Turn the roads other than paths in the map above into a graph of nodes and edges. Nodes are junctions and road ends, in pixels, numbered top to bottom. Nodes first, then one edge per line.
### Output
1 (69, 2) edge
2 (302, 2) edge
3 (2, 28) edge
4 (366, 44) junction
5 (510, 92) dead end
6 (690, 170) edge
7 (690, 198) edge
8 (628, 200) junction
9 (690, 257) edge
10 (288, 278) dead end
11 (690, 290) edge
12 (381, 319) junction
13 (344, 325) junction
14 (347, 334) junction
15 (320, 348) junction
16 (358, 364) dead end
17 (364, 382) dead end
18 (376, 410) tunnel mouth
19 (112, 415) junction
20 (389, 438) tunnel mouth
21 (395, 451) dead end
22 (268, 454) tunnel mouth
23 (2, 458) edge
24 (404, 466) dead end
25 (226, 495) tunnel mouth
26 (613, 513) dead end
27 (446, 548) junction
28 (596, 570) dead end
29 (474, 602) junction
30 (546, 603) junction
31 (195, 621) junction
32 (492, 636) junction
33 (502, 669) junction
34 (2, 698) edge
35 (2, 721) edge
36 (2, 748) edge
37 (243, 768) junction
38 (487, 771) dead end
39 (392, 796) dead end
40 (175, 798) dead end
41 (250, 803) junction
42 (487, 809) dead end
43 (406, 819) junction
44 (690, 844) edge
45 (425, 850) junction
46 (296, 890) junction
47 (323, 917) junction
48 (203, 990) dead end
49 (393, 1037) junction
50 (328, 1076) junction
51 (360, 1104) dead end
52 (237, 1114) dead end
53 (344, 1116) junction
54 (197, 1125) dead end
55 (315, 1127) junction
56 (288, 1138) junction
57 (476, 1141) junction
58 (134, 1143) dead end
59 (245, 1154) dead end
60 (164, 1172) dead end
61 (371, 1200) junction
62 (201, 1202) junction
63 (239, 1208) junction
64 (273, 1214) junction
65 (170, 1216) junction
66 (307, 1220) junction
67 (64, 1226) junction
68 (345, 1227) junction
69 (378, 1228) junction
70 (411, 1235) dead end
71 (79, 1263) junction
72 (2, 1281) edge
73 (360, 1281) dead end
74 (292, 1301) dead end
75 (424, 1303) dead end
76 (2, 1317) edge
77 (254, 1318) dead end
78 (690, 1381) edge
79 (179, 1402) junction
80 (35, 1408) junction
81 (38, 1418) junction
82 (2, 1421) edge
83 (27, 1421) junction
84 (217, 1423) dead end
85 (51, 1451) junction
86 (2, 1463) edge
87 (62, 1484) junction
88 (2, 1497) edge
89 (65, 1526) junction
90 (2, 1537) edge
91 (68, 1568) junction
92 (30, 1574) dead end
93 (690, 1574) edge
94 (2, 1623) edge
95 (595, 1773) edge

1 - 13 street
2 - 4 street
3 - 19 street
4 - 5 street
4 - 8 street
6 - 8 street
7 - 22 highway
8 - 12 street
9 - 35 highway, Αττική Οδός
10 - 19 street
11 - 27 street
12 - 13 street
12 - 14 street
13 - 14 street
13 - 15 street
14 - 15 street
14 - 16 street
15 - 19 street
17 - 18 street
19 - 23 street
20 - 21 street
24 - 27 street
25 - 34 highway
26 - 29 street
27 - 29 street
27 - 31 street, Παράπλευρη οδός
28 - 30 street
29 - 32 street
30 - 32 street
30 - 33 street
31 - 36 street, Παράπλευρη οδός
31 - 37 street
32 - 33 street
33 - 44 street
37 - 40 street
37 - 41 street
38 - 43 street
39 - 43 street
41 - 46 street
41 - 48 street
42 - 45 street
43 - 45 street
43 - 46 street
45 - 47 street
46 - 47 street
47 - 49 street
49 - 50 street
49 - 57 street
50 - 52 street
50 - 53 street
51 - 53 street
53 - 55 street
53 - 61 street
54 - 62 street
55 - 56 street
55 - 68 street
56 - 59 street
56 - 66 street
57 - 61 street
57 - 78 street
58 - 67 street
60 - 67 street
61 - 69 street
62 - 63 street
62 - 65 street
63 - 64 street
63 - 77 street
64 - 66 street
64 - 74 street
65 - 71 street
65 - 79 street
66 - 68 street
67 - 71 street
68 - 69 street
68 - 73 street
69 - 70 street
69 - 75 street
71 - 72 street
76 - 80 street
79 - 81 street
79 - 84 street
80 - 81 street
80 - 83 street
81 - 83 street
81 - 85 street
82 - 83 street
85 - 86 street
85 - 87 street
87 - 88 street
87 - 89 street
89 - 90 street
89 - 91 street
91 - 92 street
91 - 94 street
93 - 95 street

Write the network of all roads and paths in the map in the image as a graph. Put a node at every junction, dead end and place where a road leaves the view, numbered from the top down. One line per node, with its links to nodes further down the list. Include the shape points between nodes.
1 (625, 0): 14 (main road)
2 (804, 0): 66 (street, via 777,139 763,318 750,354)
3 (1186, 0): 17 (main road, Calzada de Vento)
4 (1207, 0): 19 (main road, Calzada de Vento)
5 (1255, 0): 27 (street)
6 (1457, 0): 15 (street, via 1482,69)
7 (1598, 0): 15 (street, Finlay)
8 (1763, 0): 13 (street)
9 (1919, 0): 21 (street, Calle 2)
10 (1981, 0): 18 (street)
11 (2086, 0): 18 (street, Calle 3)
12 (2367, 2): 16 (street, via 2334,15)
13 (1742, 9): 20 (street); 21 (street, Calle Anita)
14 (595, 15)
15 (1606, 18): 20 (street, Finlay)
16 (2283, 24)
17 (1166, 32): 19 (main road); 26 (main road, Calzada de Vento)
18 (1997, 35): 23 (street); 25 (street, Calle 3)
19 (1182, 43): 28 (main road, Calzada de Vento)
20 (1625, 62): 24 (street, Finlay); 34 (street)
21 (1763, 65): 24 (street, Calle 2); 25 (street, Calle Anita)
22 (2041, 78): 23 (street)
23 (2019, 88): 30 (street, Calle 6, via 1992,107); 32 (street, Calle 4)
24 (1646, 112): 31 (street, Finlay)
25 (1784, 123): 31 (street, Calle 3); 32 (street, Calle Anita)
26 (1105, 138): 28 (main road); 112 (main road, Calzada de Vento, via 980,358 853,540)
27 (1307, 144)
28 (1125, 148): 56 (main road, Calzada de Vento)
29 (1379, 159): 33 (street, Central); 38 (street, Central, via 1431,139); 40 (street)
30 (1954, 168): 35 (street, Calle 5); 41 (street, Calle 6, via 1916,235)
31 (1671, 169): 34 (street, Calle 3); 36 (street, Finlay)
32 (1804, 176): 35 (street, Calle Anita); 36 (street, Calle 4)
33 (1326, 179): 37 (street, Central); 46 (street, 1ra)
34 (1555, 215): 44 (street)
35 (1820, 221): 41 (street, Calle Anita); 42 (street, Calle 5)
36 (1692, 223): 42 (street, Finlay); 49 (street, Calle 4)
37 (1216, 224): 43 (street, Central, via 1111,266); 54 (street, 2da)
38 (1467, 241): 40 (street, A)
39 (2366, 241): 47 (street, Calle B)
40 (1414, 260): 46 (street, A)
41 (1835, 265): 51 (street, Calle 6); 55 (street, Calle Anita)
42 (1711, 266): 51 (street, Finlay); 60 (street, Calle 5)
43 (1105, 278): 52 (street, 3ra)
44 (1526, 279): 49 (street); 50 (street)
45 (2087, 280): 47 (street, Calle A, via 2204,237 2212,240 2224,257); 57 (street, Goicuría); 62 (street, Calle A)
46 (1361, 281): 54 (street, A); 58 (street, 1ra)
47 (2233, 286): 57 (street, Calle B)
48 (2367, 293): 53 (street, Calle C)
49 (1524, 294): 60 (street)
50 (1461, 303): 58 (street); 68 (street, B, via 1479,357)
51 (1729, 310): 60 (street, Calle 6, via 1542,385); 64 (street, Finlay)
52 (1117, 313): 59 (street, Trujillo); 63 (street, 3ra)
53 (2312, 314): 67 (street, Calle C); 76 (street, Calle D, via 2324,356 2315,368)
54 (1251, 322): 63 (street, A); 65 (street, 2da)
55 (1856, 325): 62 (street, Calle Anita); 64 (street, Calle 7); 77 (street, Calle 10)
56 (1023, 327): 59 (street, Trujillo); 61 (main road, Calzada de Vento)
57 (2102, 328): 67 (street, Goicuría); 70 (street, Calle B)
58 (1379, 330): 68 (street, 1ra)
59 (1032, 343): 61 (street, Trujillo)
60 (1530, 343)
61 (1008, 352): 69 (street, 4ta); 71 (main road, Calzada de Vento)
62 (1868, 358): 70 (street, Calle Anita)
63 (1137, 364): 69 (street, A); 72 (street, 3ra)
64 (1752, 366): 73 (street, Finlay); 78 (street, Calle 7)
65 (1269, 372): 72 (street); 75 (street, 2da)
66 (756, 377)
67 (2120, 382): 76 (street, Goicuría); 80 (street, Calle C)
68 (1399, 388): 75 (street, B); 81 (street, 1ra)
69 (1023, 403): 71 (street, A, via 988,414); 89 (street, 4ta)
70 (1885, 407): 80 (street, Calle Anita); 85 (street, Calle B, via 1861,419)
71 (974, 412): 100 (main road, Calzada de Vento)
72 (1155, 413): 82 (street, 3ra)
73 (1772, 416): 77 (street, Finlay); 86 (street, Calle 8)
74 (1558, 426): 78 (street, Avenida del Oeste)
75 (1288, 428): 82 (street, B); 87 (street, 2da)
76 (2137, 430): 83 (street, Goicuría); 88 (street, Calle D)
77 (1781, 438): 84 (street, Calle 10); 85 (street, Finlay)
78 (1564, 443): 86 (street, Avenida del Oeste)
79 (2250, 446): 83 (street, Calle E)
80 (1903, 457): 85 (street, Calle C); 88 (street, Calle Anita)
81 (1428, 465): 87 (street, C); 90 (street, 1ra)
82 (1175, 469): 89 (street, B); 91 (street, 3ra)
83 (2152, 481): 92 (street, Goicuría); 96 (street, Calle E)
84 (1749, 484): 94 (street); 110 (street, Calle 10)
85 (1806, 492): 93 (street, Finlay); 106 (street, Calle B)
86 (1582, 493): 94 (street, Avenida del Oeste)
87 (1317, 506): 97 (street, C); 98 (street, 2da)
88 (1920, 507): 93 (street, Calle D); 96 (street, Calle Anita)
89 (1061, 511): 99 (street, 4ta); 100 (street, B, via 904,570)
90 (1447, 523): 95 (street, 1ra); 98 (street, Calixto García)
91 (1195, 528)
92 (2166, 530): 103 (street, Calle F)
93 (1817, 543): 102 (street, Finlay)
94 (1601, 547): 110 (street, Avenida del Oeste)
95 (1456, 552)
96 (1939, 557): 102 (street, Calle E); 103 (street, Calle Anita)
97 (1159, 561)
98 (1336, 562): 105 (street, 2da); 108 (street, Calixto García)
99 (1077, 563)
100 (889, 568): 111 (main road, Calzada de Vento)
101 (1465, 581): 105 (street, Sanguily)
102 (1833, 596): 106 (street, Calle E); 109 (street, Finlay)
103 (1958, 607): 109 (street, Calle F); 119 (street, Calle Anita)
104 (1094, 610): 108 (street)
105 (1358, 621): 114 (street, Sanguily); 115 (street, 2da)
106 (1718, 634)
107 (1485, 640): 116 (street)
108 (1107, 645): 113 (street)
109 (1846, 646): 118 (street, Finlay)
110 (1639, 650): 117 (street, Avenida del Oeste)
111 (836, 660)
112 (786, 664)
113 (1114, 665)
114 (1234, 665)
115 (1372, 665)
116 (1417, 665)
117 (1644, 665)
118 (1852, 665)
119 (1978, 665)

## Task to complete
What is needed is one number, the count of lines in the listing above that contain the word "Calzada".

## Result for this task
10